Выбрать главу

Совесть рано открыла мальчику реальное зло в мире природы и людей, и он сразу бросается с ним в бой. Так проявляется «призвание» будущего художника. Существо, с которым он борется в детстве, — это сказочный Большой Голубой. Все в нем еще смешано — и добро, и зло: то Голубой предстает как образ страстно желаемого доброго и мудрого отца (может быть, потому, что мальчик рано осиротел), то как образ зла из народной сказки, слившийся с образом Кащея.

Мальчик борется за свет, он презирает Кащея — и Кащей истощается, отступает в тень, лишенный внимания человека. Зрелый художник Пришвин напишет об этом так: «У нас понимают под реалистом обыкновенно художника, способного видеть одинаково и темные и светлые стороны жизни, но, по правде говоря, что это за реализм! Настоящий реалист, по-моему, это кто сам видит одинаково и темное и светлое, но дело свое ведет в светлую сторону и только пройденный в эту светлую сторону путь считает реальностью».

От непонятного, двойственного Большого Голубого, увиденного таким в детстве, остается в конце концов у художника после его долгой борьбы с Кащеем один лишь высокий голубой свет. Он вспыхивает то здесь, то там по страницам и в конце жизни пронижет насквозь, прямо-таки потоком зальет одно из самых светлых произведений Пришвина, «Повесть нашего времени».

Почему именно голубой? Иными словами, почему Пришвин так часто прибегает к цветовым характеристикам?

Надо сказать, что Пришвин считал себя от природы живописцем, работающим «мастерством чужого искусства», то есть средствами поэтического слова. Отсюда становится понятным его плененность цветом. Вот, например, из дневника: «Апрельский свет — это темно-желтый, из золотых лучей, коры и черной, насыщенной влагой земли. В этом свете мы теперь ходим».

Пришвин пишет о «синей тишине»[3]. Для Пришвина цветом окрашиваются самые различные явления жизни. Так, у него соотнесены цвет и звук:

«…В эту зарю все так было в небесных цветах, так согласно высвистывали свои сигналы певчие дрозды, что как будто из переходящего цвета зари и рождался звук певчих птиц».

Но почему же в «Кащеевой цепи» цвет голубой! Потому что он в восприятии Пришвина и есть солнечный.

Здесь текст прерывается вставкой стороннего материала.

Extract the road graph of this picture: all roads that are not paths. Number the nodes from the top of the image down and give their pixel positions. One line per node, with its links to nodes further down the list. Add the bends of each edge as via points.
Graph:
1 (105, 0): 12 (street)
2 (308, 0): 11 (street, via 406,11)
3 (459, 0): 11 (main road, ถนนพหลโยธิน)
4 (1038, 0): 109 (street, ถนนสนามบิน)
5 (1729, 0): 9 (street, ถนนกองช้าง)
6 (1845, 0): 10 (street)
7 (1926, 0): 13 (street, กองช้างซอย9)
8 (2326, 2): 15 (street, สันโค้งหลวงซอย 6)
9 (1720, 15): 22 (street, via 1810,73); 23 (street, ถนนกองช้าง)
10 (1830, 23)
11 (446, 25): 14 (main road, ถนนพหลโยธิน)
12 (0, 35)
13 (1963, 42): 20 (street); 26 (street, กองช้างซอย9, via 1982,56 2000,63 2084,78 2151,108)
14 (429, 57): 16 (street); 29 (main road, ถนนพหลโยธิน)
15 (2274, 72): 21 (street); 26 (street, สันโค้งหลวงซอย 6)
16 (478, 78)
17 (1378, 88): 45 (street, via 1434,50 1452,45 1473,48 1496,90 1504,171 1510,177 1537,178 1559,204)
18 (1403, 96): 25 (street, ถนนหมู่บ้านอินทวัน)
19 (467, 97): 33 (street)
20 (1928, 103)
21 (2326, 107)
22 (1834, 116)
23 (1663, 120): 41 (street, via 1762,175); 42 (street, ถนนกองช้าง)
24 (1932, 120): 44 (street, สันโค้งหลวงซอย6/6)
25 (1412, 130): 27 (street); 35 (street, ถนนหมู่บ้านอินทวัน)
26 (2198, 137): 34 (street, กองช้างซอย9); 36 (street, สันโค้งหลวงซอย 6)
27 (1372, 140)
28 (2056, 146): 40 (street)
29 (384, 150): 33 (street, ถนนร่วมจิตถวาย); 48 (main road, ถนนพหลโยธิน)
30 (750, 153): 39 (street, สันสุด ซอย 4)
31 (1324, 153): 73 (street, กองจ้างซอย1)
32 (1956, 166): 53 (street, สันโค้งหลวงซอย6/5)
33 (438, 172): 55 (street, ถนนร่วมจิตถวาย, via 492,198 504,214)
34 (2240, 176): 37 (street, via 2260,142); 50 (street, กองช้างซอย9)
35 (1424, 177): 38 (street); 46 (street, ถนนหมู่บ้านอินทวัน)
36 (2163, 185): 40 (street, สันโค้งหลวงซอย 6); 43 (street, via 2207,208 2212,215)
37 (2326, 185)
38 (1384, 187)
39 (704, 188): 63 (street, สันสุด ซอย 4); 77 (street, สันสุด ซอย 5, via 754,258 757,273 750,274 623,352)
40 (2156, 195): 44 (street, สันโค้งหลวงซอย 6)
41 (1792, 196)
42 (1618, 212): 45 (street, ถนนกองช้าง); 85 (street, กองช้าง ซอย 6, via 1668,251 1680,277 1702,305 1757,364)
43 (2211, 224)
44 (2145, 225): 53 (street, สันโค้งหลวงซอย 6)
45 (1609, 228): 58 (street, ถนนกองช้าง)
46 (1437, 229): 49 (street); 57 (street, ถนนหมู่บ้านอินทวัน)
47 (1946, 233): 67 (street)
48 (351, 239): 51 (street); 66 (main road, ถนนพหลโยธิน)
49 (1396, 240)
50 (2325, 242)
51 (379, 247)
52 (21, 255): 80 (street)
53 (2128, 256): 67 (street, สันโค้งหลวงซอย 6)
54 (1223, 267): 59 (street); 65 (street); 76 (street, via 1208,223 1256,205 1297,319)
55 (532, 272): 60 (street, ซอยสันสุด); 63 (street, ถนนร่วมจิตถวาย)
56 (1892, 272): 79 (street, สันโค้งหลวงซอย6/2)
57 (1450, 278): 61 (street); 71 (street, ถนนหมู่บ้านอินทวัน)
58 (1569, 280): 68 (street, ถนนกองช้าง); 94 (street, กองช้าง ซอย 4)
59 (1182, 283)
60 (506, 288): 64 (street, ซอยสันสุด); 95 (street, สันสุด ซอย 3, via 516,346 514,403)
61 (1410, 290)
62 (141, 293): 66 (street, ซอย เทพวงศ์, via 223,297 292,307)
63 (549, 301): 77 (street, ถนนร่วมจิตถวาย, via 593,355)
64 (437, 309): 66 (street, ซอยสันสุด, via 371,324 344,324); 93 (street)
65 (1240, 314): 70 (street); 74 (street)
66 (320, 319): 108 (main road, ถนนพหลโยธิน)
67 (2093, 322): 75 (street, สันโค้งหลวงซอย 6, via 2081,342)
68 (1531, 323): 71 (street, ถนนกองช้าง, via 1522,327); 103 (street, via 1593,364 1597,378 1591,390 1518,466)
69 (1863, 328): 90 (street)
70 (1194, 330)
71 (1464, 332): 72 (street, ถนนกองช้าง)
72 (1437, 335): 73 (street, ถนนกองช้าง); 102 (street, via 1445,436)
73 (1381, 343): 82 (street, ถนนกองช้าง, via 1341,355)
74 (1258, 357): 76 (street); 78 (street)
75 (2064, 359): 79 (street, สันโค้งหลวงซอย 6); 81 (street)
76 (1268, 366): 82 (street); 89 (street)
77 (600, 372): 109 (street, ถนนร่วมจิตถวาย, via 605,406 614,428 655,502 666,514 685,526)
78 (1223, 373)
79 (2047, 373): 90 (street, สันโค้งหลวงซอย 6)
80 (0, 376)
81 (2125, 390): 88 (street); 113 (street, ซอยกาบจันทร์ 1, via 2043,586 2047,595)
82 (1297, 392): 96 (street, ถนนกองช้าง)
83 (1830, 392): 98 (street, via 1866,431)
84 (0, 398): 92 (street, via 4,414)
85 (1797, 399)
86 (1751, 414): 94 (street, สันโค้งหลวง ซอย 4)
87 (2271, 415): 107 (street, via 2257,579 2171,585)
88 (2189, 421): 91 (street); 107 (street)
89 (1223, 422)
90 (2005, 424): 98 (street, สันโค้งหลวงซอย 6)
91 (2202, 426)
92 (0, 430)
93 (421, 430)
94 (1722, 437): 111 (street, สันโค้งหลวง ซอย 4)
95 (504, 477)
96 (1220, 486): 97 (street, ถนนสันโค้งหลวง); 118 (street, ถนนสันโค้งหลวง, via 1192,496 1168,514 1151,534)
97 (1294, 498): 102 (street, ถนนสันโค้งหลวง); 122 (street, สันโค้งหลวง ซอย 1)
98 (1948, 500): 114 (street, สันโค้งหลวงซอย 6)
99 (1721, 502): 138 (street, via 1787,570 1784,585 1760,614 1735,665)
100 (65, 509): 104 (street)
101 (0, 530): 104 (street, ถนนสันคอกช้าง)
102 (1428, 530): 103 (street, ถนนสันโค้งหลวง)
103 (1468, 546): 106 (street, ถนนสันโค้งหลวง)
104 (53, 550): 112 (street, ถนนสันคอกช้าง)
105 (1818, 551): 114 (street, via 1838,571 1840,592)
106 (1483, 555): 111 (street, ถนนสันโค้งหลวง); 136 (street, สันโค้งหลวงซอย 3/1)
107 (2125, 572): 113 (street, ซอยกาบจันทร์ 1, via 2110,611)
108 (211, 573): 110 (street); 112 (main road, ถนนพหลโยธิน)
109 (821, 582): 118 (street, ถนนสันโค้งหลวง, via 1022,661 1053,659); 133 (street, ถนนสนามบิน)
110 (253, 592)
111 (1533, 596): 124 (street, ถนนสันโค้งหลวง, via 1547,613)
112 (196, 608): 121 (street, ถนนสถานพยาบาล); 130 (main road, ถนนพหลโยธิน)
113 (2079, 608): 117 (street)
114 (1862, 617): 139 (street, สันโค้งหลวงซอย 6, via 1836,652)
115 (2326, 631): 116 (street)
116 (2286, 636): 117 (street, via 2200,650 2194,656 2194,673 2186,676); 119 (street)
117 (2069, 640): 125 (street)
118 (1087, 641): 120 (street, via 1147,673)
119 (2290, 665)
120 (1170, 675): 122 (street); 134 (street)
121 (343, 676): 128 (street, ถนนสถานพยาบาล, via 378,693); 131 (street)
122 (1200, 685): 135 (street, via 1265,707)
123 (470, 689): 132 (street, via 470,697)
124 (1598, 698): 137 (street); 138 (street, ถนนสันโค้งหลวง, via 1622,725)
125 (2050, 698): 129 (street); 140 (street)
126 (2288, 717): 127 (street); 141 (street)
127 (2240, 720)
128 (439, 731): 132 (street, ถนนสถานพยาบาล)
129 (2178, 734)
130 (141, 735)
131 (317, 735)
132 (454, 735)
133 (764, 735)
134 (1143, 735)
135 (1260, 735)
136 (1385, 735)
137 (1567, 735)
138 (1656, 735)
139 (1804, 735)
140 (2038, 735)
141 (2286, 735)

Без солнца существует только тьма или еще отраженный свет луны, неверный, таинственный: добра он или зла? Солнце же — сама жизнь и образ истины. Навстречу ему и устремляется всеми силами души маленький художник.

В детстве — и на всю жизнь — возникает у Курымушки еще один сказочный образ: прекрасной Марьи Моревны. Это образ «неоскорбляемой» женственности во всей мыслимой ее чистоте.

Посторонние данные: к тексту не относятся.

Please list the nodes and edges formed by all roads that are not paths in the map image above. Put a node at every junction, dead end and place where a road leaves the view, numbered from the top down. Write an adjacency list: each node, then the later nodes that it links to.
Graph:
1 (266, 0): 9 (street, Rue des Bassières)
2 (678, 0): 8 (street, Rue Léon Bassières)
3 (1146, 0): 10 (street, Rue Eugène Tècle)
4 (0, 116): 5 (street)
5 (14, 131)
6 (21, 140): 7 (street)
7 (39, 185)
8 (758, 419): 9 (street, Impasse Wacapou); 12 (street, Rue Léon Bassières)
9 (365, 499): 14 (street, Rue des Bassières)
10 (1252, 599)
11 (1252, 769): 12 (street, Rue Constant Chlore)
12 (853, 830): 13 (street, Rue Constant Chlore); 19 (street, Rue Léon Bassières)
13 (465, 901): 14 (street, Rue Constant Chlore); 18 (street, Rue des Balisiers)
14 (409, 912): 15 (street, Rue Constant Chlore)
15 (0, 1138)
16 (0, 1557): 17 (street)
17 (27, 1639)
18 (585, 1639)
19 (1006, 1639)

Понятно, почему встрече с Марьей Моревной сопутствует образ Сикстинской мадонны, висящий над ее постелью.

Так и пойдет через всю жизнь: без сказки не бывает и правда. Правда без сказки — как самолет без горючего.

Сказка, по Пришвину, поднимает человека на борьбу с силами зла за самую что ни на есть реальную жизнь. Пришвин точно определяет в этой борьбе свое место мыслителя и художника: это «та точка, где кончается природа и начинается человек». Точка эта означает некое их идеальное единство: природа еще сохраняет свои соки, свою силу, свою «правду», свою «девственность», а человек в ней уже действует как ее первенец и ее преобразователь. Человек с его духовным миром — это и есть «чудо» природы, ее «сказка».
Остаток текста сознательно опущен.